Aldo Oliva – O Elevador de Hera

Dizem os insetos sensatos e sensíveis
que as paredes e os grandes
muros são apenas um hausto veemente
conjurando o nada, o infinito.
Por estes ladrilhos de não-ser
ascendem, como habitáculos
de fúria, os corpos corrompidos
das palavras. Quem me impôs,
rasgando minha inocência animal
na base da minha profundidade biológica,
esta ascensão conjetural?
Só o vazio que vem
do alto, que vem e obstina
(furacão espiralado)
a massa dos bem criados,
a queda na plenitude
da escuridão, chamada,
às vezes, vida.

Trad.: Nelson Santander

Aldo Oliva – El Ascensor de Hiedra

Dicen los insectos sensatos y sensibles
que las paredes y los grandes
muros son apenas un hálito vehemente
conjurando la nada, el infinito.
Por esos ladrillos del no ser
ascienden, como habitáculos
de furia, los cuerpos corrompidos
de las palabras. ¿Quién me impuso,
rasgando mi inocencia animal
en el sillar de mi hondura biológica,
esta ascensión conjetural?
Sólo lo vacuo que adviene
de lo alto, que adviene y obstina
(huracán espiralante)
la masa de los bienes creados,
la caída en la plenitud
de lo oscuro, llamada,
a veces, vida.

Carlos Saraiva Pinto – Sem Título

a mulher que me deu mais prazer
perdi-a um dia.

às vezes via a sua magreza
através da elegância das saias.

eu conhecia os relicários dos santos
os seus ossos distribuídos por
gavetas de prata
e sabia que um relógio
cria no cão pequeno
a ilusão do bater do coração da mãe.

o que eu beijava nessa mulher
era a sua respiração
o ar da sua santidade
que lhe impulsionava as ancas.

e ao seu lado eu dormia
como um cão enrolado
ouvindo o bater do coração.

José Lino Grünewald – Soneto Burocrático

Salvo melhor juízo doravante,
Dessarte, data vênia, por suposto,
Por outro lado, maximé, isso posto,
Todavia deveras, não obstante

Pelo presente, atenciosamente,
Pede deferimento sobretudo,
Nestes termos, quiçá, aliás, contudo
Cordialmente alhures entrementes

Sub-roga ao alvedrio ou outrossim
Amiúde nesse ínterim, senão
Mediante qual mormente, oxalá quão

Via de regra te-lo-ão enfim
Ipso facto outorgado, mas porém
Vem substabelecido assim, amém.

Marcelo Montenegro – Forte Apache

Noel Rosa dizia que era universal sem sair de
seu quarto.
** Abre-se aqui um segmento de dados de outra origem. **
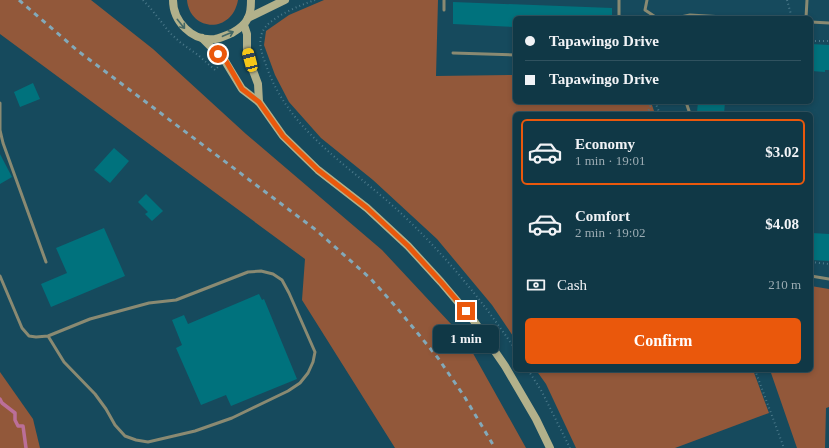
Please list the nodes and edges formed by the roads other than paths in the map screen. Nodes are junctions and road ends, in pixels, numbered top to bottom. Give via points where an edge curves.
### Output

Elvis Costello disse que o rock ‘n’ roll
não morrerá porque sempre vai ter um garoto
trancado em seu quarto fazendo algo que ninguém
nunca viu. Laura Riding, por seu turno, falava
da pretensão de “escrever sobre um assunto/
que tocasse todos os assuntos/ Com a pressão
compacta do quarto/ Lotando o mundo entre meus
cotovelos”. Já François Truffaut considerava-se
pertencente a uma família de cineastas que
praticava uma espécie de “cinema do quartinho
dos fundos, que recusa a vida como ela é” —
como “nas brincadeiras de crianças, quando
refazíamos o mundo com nossos brinquedos”.
Como escreveu Ferreira Gullar no Poema sujo,
“que me ensinavam essas aulas de solidão”?
Aliás, é Pascal quem avisa: todos os males
derivam do fato de que não somos capazes
de permanecer tranquilos em nossos quartos.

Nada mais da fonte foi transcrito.